From Cindy Orr, in her monthly blog post, shares thoughts on engaging teens with eReaders.
In a post about a year ago, I suggested that reading devices may be one of the few new technologies that trickle down from an older generation to a younger one, though I wondered if different devices would appeal to different ages. (Perhaps dedicated reading devices would appeal to older consumers, and newer, more versatile devices like the Apple iPad might catch on with younger ones.) So what happened? Where are we now, a year later? It’s looking like that trickle down is happening.
Gifts.com recommended eReaders as great gifts for teens last year, and of course the 2010 holiday season saw incredible growth in sales of reading devices and eBooks. This year we’re beginning to get some data on bestselling eBook titles, and some interesting patterns have emerged. One thing that has become evident is that titles aimed at teens are selling extremely well. Books such as Justin Bieber’s autobiography, I Am Number Four by Pittacus Lore, James Patterson’s Maximum Ride series, and the Twilight series by Stephenie Meyer have been near the top of the most downloaded lists for OverDrive.
The New York Times began listing eBook bestsellers last week, but their lists so far cover only fiction and nonfiction for adults. They plan to include eBooks for “children” in the future. USA Today, however, publishes a list of the top selling 150 titles ranked by sales regardless of format, genre, or age level, which means that you can really see how titles are selling. USA Today has been covering Kindle sales since July, 2009, but this month, for the first time, the list began including eBook sales from Barnes & Noble and Sony as well. The results are fascinating for several reasons, but let’s just look at youth books for now.

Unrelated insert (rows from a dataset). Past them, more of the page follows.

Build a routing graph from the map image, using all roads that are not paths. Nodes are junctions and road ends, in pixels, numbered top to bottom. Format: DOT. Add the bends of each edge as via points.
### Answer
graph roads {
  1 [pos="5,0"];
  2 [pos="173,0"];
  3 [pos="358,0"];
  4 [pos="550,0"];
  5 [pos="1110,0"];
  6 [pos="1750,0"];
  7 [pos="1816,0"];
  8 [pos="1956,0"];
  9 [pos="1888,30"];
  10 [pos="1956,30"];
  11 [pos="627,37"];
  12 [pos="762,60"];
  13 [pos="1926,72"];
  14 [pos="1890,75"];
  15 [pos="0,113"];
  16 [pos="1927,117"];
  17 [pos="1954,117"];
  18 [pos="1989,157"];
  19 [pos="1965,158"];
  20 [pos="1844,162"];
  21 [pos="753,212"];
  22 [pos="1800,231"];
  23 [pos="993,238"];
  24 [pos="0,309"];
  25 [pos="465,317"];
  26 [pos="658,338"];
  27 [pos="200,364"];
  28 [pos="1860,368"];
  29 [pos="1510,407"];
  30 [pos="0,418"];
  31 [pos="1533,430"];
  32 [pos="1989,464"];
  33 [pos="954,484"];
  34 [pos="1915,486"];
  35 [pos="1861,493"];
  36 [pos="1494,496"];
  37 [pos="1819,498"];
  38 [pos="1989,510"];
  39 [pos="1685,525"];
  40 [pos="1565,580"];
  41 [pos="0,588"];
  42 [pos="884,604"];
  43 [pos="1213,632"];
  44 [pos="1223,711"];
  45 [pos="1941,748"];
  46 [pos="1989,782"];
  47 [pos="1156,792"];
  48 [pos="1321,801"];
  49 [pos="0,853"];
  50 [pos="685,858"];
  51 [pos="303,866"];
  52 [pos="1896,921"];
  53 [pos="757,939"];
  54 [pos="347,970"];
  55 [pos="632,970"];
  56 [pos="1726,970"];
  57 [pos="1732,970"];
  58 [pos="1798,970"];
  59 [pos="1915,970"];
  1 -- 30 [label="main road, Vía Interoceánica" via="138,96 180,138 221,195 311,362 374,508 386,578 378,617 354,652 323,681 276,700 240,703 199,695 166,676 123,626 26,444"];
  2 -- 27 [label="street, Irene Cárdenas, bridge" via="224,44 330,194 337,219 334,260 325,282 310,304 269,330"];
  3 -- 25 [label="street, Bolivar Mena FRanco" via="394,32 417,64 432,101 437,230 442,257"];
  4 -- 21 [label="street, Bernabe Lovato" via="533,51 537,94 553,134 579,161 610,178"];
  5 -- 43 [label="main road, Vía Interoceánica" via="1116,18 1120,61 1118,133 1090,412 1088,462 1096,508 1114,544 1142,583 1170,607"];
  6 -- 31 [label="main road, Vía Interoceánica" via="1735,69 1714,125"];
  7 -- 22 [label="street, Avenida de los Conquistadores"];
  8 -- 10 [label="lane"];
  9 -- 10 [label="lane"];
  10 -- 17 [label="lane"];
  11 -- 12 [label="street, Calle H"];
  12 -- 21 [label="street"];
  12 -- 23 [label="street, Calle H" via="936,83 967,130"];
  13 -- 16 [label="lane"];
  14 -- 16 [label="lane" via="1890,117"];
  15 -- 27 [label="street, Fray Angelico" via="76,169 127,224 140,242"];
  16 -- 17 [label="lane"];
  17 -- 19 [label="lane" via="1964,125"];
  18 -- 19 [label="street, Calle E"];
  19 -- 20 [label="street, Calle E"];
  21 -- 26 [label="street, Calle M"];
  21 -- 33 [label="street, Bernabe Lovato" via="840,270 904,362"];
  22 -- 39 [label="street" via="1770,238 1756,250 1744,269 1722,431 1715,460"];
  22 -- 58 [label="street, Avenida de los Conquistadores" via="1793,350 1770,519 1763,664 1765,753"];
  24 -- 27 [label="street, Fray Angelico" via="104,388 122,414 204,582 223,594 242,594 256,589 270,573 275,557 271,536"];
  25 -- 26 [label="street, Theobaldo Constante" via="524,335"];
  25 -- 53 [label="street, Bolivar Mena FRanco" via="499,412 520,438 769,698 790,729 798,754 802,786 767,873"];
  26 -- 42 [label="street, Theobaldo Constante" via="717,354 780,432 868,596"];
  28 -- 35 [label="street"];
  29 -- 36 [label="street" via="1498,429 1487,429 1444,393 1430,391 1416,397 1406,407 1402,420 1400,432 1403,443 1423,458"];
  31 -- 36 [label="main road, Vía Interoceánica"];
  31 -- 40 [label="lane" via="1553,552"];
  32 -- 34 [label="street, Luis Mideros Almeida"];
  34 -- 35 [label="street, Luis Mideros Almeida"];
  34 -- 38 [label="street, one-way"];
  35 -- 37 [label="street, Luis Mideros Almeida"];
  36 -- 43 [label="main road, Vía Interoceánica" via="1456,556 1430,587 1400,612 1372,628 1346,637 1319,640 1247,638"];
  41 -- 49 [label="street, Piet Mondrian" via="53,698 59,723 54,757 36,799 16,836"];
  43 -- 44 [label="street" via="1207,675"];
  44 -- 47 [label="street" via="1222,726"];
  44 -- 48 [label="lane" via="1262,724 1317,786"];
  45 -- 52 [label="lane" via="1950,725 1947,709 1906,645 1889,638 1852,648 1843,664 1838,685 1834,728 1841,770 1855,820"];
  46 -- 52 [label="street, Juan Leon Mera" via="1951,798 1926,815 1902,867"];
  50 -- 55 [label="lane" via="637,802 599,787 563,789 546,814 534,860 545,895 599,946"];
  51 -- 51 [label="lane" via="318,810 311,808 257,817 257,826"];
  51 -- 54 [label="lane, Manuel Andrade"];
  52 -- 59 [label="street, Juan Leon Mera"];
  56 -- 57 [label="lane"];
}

Among the Top 150 are titles in the Hunger Games series by Suzanne Collins, the Percy Jackson series by Rick Riordan, Kristin Cast’s vampire books, and books by self-published author Amanda Hocking, who also writes about vampires. Seven of the top 25 bestselling eBooks this week are books for youth. And 19% of the Top 150 are youth titles, even when you don’t count those aimed at younger children. These figures are even more impressive when you remember that “youth” in the book world covers a very few years in a person’s life, unlike “adult,” which spans decades. And don’t forget that many teens read adult books as well.
Another source of information became available when Bowker’s Kelly Gallagher presented results of a BISG/Bowker poll at the recent Digital Book World conference. This poll asserts that only 5-6% of the YA market is reading eBooks. Hmm, if that’s the case, then that 5 or 6% must be reading a lot of books. Of course, some adult readers cheerfully admit to enjoying youth fiction, so this may affect sales numbers.
A Pew research poll result draws the conclusion that it’s Baby Boomers buying reading devices, not young people. Their poll says that 18 to 34-year-olds own only 5% of eReaders. It’s impossible to draw final conclusions for the youth cohort from these numbers, since they do not include figures for anyone under age 18, but even so, the top cohort, people in their 40s, owned only 7%—not that much more than 5%.
Cost is always a factor for young people, who may not have much cash, but prices for eReaders are dropping, and schools and parents may help teens and children acquire readers in the future. Sales numbers should increase as schools begin folding reading devices into programs such as a project recently described in the American Library Association’s Young Adult Library Services division’s blog. In addition, some schools are trying to solve the problem of excessively heavy book bags by delivering textbooks via eReaders. Another thing that might increase sales is that some parents may like the idea of giving their kid a device that does only one thing…deliver books. That way they’ll know that their child is really reading, and not surfing the Web or playing a game. And some parents may pass down their old readers as they upgrade to newer versions. All in all, indicators seem to point to increasing sales of devices that can be used by youth to read eBooks.
Dedicated devices are not the whole story, of course, since teens can read eBooks on their computers or phones as well, but the New York Times featured a very interesting story recently, with anecdotal evidence that teens and children are taking to eReaders. The article also reports some eye opening statistics. In 2010, young adult books made up 6% of the total digital sales for St. Martin’s Press. So far in 2011, it’s 20%. An executive at Simon and Schuster said that some of their digital titles for young people nearly doubled their sales after Christmas. His take? “Boy, a lot of kids got e-readers for Christmas.”
So, my conclusion: want kids to read more? Buy a reading device, load it up with popular titles, let them show their friends how cool they are, and maybe they’ll take to reading. Oh…and some of the devices are backlit…just the thing for reading under the covers when you’re supposed to be sleeping.